(Source data)
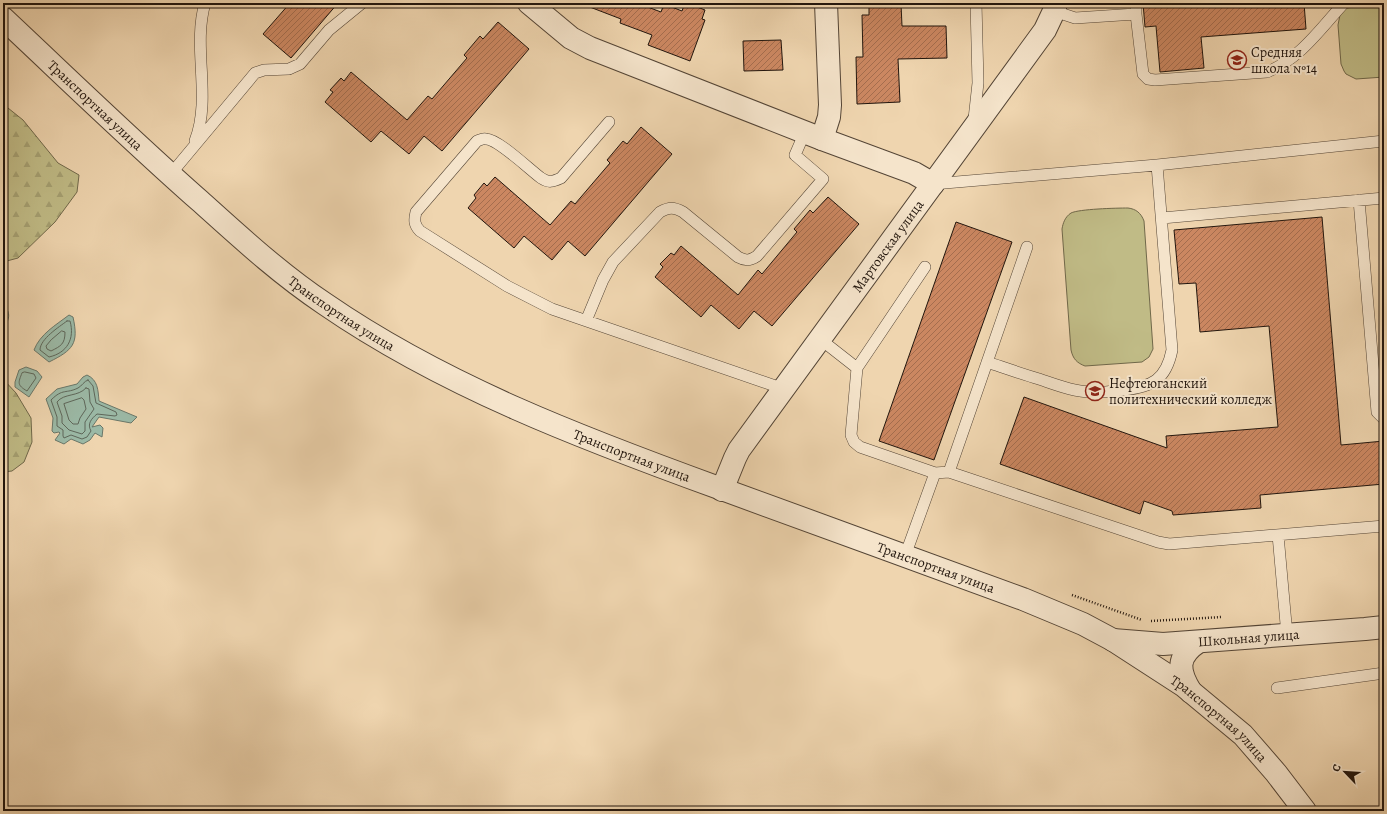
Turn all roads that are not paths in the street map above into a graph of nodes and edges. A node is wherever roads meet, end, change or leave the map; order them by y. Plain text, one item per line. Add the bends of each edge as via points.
1 (205, 3) edge
2 (362, 3) edge
3 (529, 3) edge
4 (826, 3) edge
5 (976, 3) edge
6 (1344, 3) edge
7 (1055, 7) edge
8 (1136, 8) edge
9 (3, 18) edge
10 (609, 122) dead end
11 (973, 129) junction
12 (814, 135) junction
13 (1384, 141) edge
14 (191, 149) junction
15 (1157, 165) junction
16 (170, 175) junction
17 (933, 184) junction
18 (1384, 198) edge
19 (1359, 200) junction
20 (1162, 218) junction
21 (1027, 246) dead end
22 (925, 266) dead end
23 (586, 321) junction
24 (820, 339) junction
25 (987, 362) junction
26 (857, 368) junction
27 (784, 389) junction
28 (1384, 419) edge
29 (949, 472) junction
30 (935, 473) junction
31 (722, 490) junction
32 (1384, 526) edge
33 (1278, 535) junction
34 (905, 556) junction
35 (1384, 627) edge
36 (1287, 635) junction
37 (1113, 640) junction
38 (1198, 642) junction
39 (1384, 673) edge
40 (1277, 688) dead end
41 (1191, 692) junction
42 (1305, 811) edge

1 - 14 lane via 199,37 202,109 199,128
2 - 14 lane via 329,30 300,64 289,69 255,73
3 - 12 street via 571,38 590,48
4 - 12 street via 829,117
5 - 11 lane via 978,84
6 - 8 lane via 1304,48 1275,69 1267,72 1155,80 1148,79 1143,74
7 - 8 lane via 1075,18
7 - 11 street, Мартовская улица via 1045,30
9 - 16 street, Транспортная улица
10 - 23 lane via 561,178 553,182 541,178 500,144 484,138 477,141 416,212 415,219 415,226 420,231 507,286 552,309
11 - 17 street, Мартовская улица
12 - 17 street via 914,173
12 - 23 lane via 795,155 823,179 757,256 751,260 743,260 682,212 676,208 668,208 660,212 613,262 602,280
13 - 15 lane
14 - 16 lane
15 - 17 lane
15 - 20 lane
16 - 31 street, Транспортная улица via 286,276 380,340 480,392 647,462
17 - 24 street, Мартовская улица
18 - 19 lane
19 - 20 lane
19 - 28 lane via 1377,412
20 - 25 lane via 1172,350 1169,364 1161,376 1148,385 1134,388 1078,391
21 - 25 lane
22 - 26 lane
23 - 27 lane
24 - 26 lane
24 - 27 street, Мартовская улица
25 - 29 lane
26 - 30 lane via 850,435 854,442 860,447
27 - 31 street, Мартовская улица via 735,458
29 - 30 lane
29 - 33 lane via 1158,542 1169,544
30 - 34 lane
31 - 34 street, Транспортная улица
32 - 33 lane
33 - 36 lane
34 - 37 street, Транспортная улица via 1023,599 1083,624
35 - 36 street, Школьная улица
36 - 38 street, Школьная улица
37 - 38 street, Школьная улица via 1163,644
37 - 41 street, Транспортная улица
38 - 41 street via 1187,650 1182,665 1183,676
39 - 40 lane
41 - 42 street, Транспортная улица via 1243,735

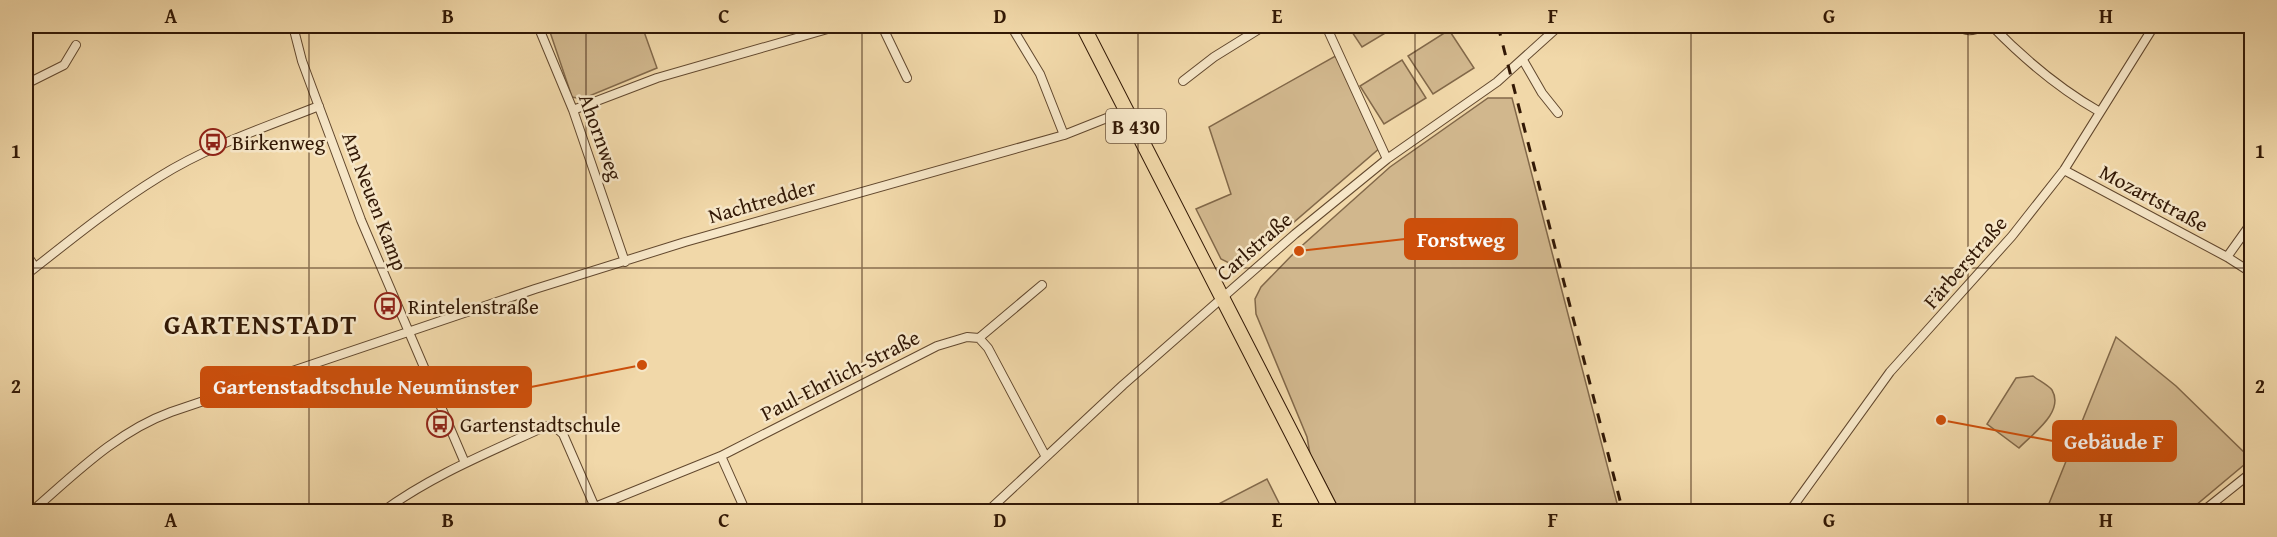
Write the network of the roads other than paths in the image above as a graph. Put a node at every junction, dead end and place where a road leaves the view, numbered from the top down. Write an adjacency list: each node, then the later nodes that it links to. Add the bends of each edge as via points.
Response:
1 (293, 26): 19 (street, Am Neuen Kamp)
2 (538, 26): 20 (street, Ahornweg)
3 (838, 26): 20 (street, via 657,78)
4 (882, 26): 16 (street)
5 (1011, 26): 24 (street, via 1040,74)
6 (1083, 26): 21 (main road, B 430)
7 (1264, 26): 17 (street)
8 (1326, 26): 25 (street)
9 (1559, 26): 15 (street, Carlstraße)
10 (1959, 26): 11 (street, via 1963,30)
11 (1984, 26)
12 (1992, 26): 22 (street, via 2065,93)
13 (2154, 26): 22 (street, Färberstraße)
14 (76, 45): 18 (street, via 64,65)
15 (1523, 60): 23 (street); 25 (street, Carlstraße)
16 (907, 78)
17 (1183, 81)
18 (26, 84)
19 (319, 106): 31 (street, via 160,176); 36 (street, Am Neuen Kamp)
20 (573, 110): 30 (street, Ahornweg)
21 (1127, 110): 24 (street, Nachtredder); 35 (main road, B 430)
22 (2100, 112): 26 (street, Färberstraße)
23 (1558, 113)
24 (1064, 135): 30 (street, Nachtredder)
25 (1387, 159): 35 (street, Carlstraße)
26 (2064, 170): 29 (street, Mozartstraße); 48 (street, Färberstraße, via 2012,236 1890,372)
27 (2252, 222): 29 (street)
28 (26, 254): 31 (street)
29 (2227, 257): 32 (street, Mozartstraße)
30 (626, 262): 36 (street, Nachtredder)
31 (35, 267): 33 (street)
32 (2252, 273)
33 (26, 275)
34 (1042, 285): 37 (street)
35 (1223, 298): 39 (street, Carlstraße); 47 (main road, B 430)
36 (408, 333): 40 (street, Am Neuen Kamp); 43 (street, via 149,420 111,444)
37 (979, 338): 38 (street, Paul-Ehrlich-Straße, via 967,337 937,346); 39 (street, via 996,361)
38 (721, 456): 42 (street, Paul-Ehrlich-Straße); 45 (street)
39 (1047, 457): 46 (street, Carlstraße)
40 (465, 463): 42 (street, via 546,426 554,426 563,434); 44 (street)
41 (2252, 472): 49 (street)
42 (596, 509)
43 (31, 512)
44 (382, 512)
45 (746, 512)
46 (987, 512)
47 (1332, 512)
48 (1789, 512)
49 (2202, 512)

__WHAT THIS TASK INVOLVES__. Note every line of the entries in which "Kamp" appears, and copy it down.

__RESPONSE__.
1 (293, 26): 19 (street, Am Neuen Kamp)
19 (319, 106): 31 (street, via 160,176); 36 (street, Am Neuen Kamp)
36 (408, 333): 40 (street, Am Neuen Kamp); 43 (street, via 149,420 111,444)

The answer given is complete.